-- Opening Marker --

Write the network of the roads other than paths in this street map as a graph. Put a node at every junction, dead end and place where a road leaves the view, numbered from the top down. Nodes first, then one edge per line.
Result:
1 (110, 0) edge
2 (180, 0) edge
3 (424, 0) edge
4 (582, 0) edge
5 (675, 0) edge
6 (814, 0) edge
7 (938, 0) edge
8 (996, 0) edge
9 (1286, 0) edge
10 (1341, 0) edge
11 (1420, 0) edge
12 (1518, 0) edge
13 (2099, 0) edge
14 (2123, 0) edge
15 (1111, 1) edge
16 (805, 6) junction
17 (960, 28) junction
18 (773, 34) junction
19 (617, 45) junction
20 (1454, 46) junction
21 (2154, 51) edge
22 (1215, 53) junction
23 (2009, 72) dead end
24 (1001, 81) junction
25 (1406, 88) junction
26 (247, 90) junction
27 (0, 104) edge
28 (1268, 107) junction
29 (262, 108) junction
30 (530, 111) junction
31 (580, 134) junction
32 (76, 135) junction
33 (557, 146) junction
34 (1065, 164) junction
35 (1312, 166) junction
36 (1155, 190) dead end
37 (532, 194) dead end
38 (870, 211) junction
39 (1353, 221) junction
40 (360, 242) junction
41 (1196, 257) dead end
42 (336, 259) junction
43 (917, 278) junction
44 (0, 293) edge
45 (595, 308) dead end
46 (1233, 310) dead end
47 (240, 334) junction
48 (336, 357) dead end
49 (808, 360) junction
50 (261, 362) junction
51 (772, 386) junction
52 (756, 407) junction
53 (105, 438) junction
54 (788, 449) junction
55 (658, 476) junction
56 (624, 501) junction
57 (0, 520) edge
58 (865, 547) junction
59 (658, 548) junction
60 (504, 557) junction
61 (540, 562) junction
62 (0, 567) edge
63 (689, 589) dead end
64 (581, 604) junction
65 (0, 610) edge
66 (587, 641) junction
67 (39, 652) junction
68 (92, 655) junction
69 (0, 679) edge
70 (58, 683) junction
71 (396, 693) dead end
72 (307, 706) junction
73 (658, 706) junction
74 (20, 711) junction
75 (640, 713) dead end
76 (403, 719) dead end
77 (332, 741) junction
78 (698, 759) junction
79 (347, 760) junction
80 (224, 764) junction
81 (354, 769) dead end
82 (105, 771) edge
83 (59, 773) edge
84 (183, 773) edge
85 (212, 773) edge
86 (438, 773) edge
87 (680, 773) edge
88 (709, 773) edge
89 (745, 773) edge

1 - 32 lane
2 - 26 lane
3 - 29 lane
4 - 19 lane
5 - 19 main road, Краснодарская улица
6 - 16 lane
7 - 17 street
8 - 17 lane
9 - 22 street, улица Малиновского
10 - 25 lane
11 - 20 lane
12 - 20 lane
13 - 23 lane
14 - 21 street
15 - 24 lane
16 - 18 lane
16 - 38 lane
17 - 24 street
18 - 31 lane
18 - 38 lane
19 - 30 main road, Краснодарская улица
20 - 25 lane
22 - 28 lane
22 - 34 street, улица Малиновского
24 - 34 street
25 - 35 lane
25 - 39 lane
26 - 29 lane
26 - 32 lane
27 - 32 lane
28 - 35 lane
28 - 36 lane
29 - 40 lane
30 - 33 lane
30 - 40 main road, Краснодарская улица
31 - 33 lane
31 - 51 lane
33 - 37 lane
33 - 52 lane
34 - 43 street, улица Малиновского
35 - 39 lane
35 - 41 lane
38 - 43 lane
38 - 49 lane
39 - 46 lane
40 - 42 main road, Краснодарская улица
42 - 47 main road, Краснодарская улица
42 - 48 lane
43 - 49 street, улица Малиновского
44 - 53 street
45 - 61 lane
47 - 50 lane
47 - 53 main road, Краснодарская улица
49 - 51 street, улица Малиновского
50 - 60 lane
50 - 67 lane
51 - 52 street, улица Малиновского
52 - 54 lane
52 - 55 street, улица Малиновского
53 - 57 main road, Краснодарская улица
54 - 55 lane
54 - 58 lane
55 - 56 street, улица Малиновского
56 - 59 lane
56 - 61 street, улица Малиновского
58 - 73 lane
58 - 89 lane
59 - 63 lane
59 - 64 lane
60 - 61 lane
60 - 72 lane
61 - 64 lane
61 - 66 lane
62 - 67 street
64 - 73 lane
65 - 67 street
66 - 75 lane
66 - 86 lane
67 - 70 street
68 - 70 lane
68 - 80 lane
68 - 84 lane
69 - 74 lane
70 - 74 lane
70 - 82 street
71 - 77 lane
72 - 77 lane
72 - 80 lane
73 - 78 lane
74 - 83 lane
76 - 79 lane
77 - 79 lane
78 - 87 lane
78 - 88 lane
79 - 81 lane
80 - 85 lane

-- Closing Marker --

** Aim of the task **
Within the entries above, how many lines contain "Малиновского"? Respond with the number only.

** Answer to this exercise **
9